Monday, December 22, 2014
Addiction and Substance Abuse
Drug use after having a pulmonary embolism
I would like to know the effects and risks of smoking marijuana and smoking crystal meth after having a pulmonary embolism.I resently suffered a pulmonary embolism in Nov 07 and prior to the surgery that lead me to have the pulmonary embolism I smoked marijuana and crystal meth though I have been sober since my embolism I am just curious to what would happen if I relapsed and used again.At this point I`m scared to use drugs again but constantly think about using. Please give me some insights and facts to what would happen if I chose to do drugs again. Thank You
Thank you for your question. It sounds like you are doing well - if tentatively - in early sobriety. Early sobriety really lasts for the first 6-12 months and is certainly characterized by some urges and cravings. The urges and cravings are best dealt with by:
- staying away from people, places, and things associated with using
- going to AA meetings
- staying around stable, sober places
- and avoiding smoking anything at all (even smoking cigarettes can cause big increases in craving for MJ, methamphetamines, or crack cocaine smoking).

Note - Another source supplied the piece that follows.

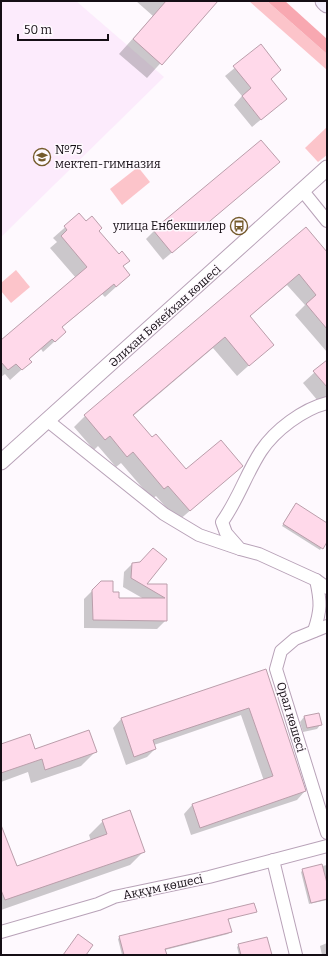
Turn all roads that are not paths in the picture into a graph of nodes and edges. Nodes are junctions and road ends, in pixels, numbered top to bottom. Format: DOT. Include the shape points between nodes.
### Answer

With regards to your pulmonary embolus, certainly one of the biggest risk factors for further problems is surgery and the associated bed-rest. The second biggest risk is not being adequately managed with blood thinners after the embolus.
It is very clear that cigarette smoking - and by association MJ smoking - can increase risks of future blood clots. Methamphetamines are associated with blood disorders that can include platelet problems and other coagulation problems as well.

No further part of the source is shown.